### Directions
An exact copy of every entry is needed, with the images left out.

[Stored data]
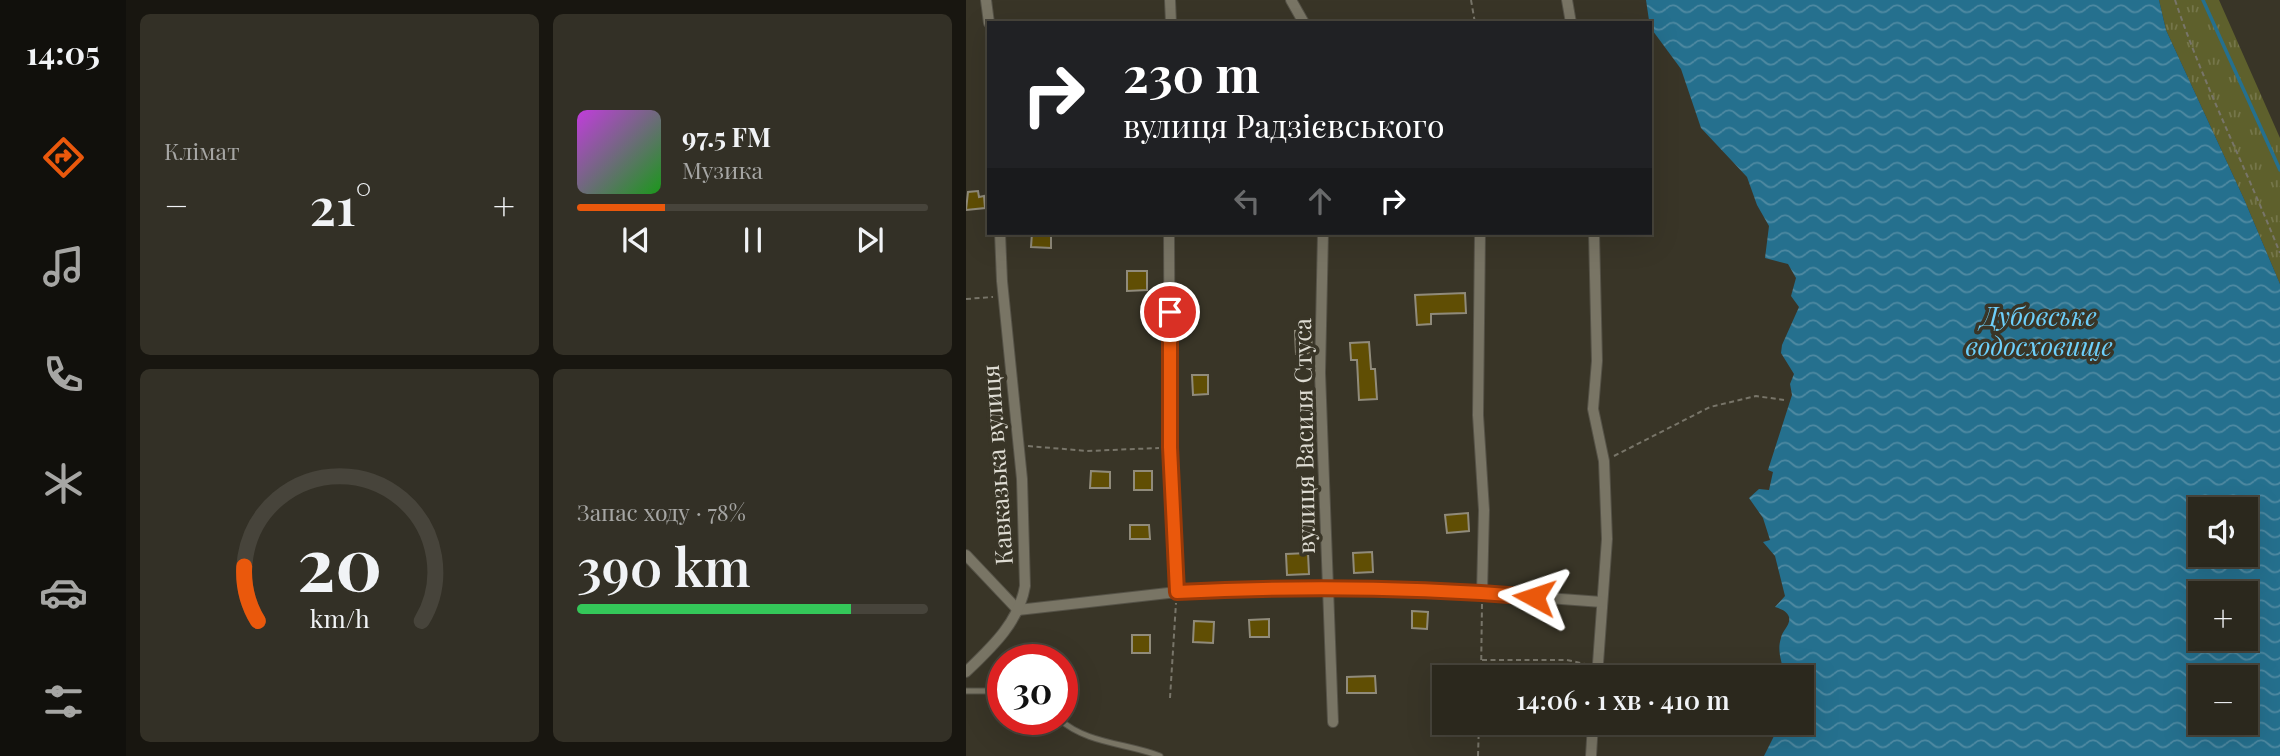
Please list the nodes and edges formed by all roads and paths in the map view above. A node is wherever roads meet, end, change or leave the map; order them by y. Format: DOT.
graph roads {
  1 [pos="986,0"];
  2 [pos="1170,0"];
  3 [pos="1291,0"];
  4 [pos="1471,0"];
  5 [pos="1567,0"];
  6 [pos="2175,0"];
  7 [pos="989,21"];
  8 [pos="1171,21"];
  9 [pos="1303,21"];
  10 [pos="1475,21"];
  11 [pos="1571,21"];
  12 [pos="1000,235"];
  13 [pos="1169,235"];
  14 [pos="1323,235"];
  15 [pos="1480,235"];
  16 [pos="1594,235"];
  17 [pos="2280,253"];
  18 [pos="1004,296"];
  19 [pos="966,299"];
  20 [pos="1784,400"];
  21 [pos="1016,445"];
  22 [pos="1170,447"];
  23 [pos="1604,461"];
  24 [pos="966,555"];
  25 [pos="1328,587"];
  26 [pos="1177,592"];
  27 [pos="1482,593"];
  28 [pos="1602,603"];
  29 [pos="1018,610"];
  30 [pos="1482,660"];
  31 [pos="1482,665"];
  32 [pos="1579,665"];
  33 [pos="1598,665"];
  34 [pos="966,672"];
  35 [pos="966,691"];
  36 [pos="987,691"];
  37 [pos="1170,698"];
  38 [pos="1333,722"];
  39 [pos="1078,731"];
  40 [pos="1479,735"];
  41 [pos="1592,735"];
  42 [pos="1160,756"];
  43 [pos="1478,756"];
  44 [pos="1591,756"];
  1 -- 7 [label="street"];
  2 -- 8 [label="street"];
  3 -- 9 [label="street"];
  4 -- 10 [label="path"];
  5 -- 11 [label="street"];
  6 -- 17 [label="path"];
  12 -- 18 [label="street, Кавказька вулиця"];
  13 -- 22 [label="street"];
  14 -- 25 [label="street, вулиця Василя Стуса"];
  15 -- 27 [label="street"];
  16 -- 23 [label="street"];
  18 -- 19 [label="path"];
  18 -- 21 [label="street, Кавказька вулиця"];
  20 -- 23 [label="path"];
  21 -- 22 [label="path"];
  21 -- 29 [label="street, Кавказька вулиця"];
  22 -- 26 [label="street"];
  23 -- 28 [label="street"];
  24 -- 29 [label="street"];
  25 -- 26 [label="street"];
  25 -- 27 [label="street"];
  25 -- 38 [label="street, вулиця Василя Стуса"];
  26 -- 29 [label="street"];
  26 -- 37 [label="path"];
  27 -- 28 [label="street"];
  27 -- 30 [label="path"];
  28 -- 33 [label="street"];
  29 -- 34 [label="street"];
  30 -- 31 [label="path"];
  30 -- 32 [label="path"];
  35 -- 36 [label="lane"];
  39 -- 42 [label="lane"];
  40 -- 43 [label="path"];
  41 -- 44 [label="street"];
}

### Answer to the exercise
Please list the nodes and edges formed by all roads and paths in the map view above. A node is wherever roads meet, end, change or leave the map; order them by y. Format: DOT.
graph roads {
  1 [pos="986,0"];
  2 [pos="1170,0"];
  3 [pos="1291,0"];
  4 [pos="1471,0"];
  5 [pos="1567,0"];
  6 [pos="2175,0"];
  7 [pos="989,21"];
  8 [pos="1171,21"];
  9 [pos="1303,21"];
  10 [pos="1475,21"];
  11 [pos="1571,21"];
  12 [pos="1000,235"];
  13 [pos="1169,235"];
  14 [pos="1323,235"];
  15 [pos="1480,235"];
  16 [pos="1594,235"];
  17 [pos="2280,253"];
  18 [pos="1004,296"];
  19 [pos="966,299"];
  20 [pos="1784,400"];
  21 [pos="1016,445"];
  22 [pos="1170,447"];
  23 [pos="1604,461"];
  24 [pos="966,555"];
  25 [pos="1328,587"];
  26 [pos="1177,592"];
  27 [pos="1482,593"];
  28 [pos="1602,603"];
  29 [pos="1018,610"];
  30 [pos="1482,660"];
  31 [pos="1482,665"];
  32 [pos="1579,665"];
  33 [pos="1598,665"];
  34 [pos="966,672"];
  35 [pos="966,691"];
  36 [pos="987,691"];
  37 [pos="1170,698"];
  38 [pos="1333,722"];
  39 [pos="1078,731"];
  40 [pos="1479,735"];
  41 [pos="1592,735"];
  42 [pos="1160,756"];
  43 [pos="1478,756"];
  44 [pos="1591,756"];
  1 -- 7 [label="street"];
  2 -- 8 [label="street"];
  3 -- 9 [label="street"];
  4 -- 10 [label="path"];
  5 -- 11 [label="street"];
  6 -- 17 [label="path"];
  12 -- 18 [label="street, Кавказька вулиця"];
  13 -- 22 [label="street"];
  14 -- 25 [label="street, вулиця Василя Стуса"];
  15 -- 27 [label="street"];
  16 -- 23 [label="street"];
  18 -- 19 [label="path"];
  18 -- 21 [label="street, Кавказька вулиця"];
  20 -- 23 [label="path"];
  21 -- 22 [label="path"];
  21 -- 29 [label="street, Кавказька вулиця"];
  22 -- 26 [label="street"];
  23 -- 28 [label="street"];
  24 -- 29 [label="street"];
  25 -- 26 [label="street"];
  25 -- 27 [label="street"];
  25 -- 38 [label="street, вулиця Василя Стуса"];
  26 -- 29 [label="street"];
  26 -- 37 [label="path"];
  27 -- 28 [label="street"];
  27 -- 30 [label="path"];
  28 -- 33 [label="street"];
  29 -- 34 [label="street"];
  30 -- 31 [label="path"];
  30 -- 32 [label="path"];
  35 -- 36 [label="lane"];
  39 -- 42 [label="lane"];
  40 -- 43 [label="path"];
  41 -- 44 [label="street"];
}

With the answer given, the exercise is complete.